Human pose keypoint data:
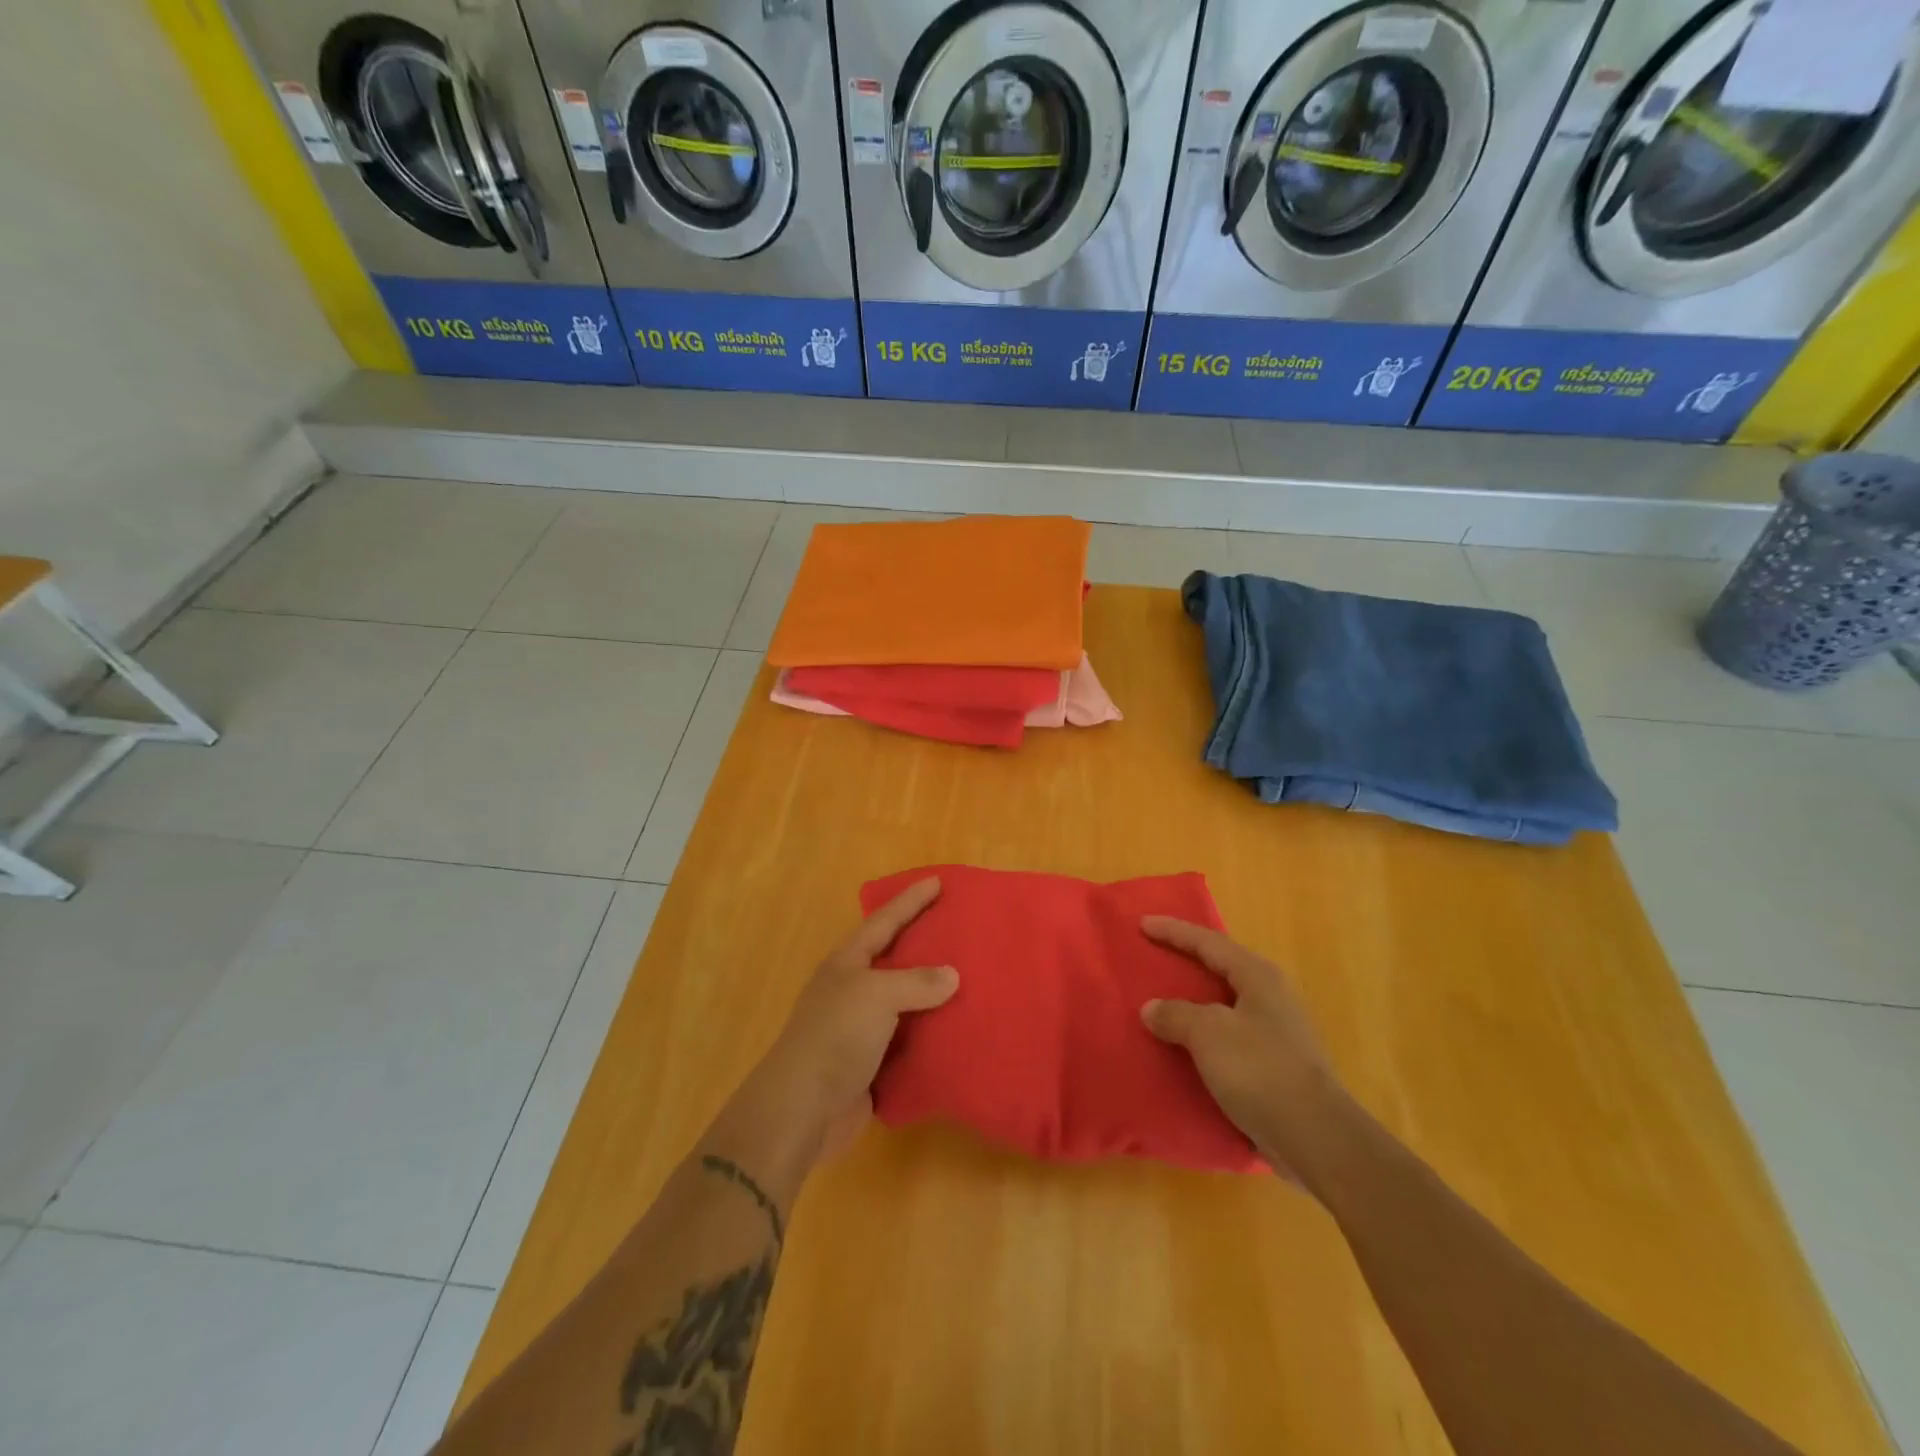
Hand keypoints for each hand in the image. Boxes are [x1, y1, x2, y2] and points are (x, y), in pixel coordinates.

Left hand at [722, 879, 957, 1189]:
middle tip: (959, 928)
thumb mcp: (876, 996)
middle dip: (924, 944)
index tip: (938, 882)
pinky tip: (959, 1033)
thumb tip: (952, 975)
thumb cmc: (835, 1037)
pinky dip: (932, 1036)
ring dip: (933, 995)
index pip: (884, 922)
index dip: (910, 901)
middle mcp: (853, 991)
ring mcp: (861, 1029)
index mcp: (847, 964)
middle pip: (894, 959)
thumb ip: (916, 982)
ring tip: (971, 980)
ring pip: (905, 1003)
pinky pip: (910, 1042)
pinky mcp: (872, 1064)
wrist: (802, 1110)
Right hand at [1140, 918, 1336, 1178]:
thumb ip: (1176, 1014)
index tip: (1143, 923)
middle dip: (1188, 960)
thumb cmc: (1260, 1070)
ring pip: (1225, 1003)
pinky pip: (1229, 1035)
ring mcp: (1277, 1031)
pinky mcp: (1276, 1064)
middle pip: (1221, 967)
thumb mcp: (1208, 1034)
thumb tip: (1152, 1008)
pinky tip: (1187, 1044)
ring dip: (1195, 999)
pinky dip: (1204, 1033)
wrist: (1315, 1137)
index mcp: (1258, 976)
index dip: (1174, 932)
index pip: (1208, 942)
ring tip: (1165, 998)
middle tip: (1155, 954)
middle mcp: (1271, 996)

Work request — Transcribe each line of the data above, unaltered, from the one where "Left hand at" appears to the one where "ring pip: (1225, 1003)" appears, inclusive of both.

Answer section —
Left hand at [722, 879, 957, 1189]:
middle tip: (959, 928)
thumb mcp: (876, 996)
middle dip: (924, 944)
index tip: (938, 882)
pinky tip: (959, 1033)
thumb tip: (952, 975)
thumb cmc: (835, 1037)
pinky dip: (932, 1036)
ring dip: (933, 995)
index pip: (884, 922)
index dip: (910, 901)
middle mcp: (853, 991)
ring mcp: (861, 1029)
index mcp: (847, 964)
middle pip: (894, 959)
thumb ip: (916, 982)
ring tip: (971, 980)
ring pip: (905, 1003)
pinky pip: (910, 1042)
pinky mcp: (872, 1064)
wrist: (802, 1110)
Right hand at [1140, 918, 1336, 1178]:
thumb ip: (1176, 1014)
index tip: (1143, 923)
middle dip: (1188, 960)
thumb cmc: (1260, 1070)
ring pip: (1225, 1003)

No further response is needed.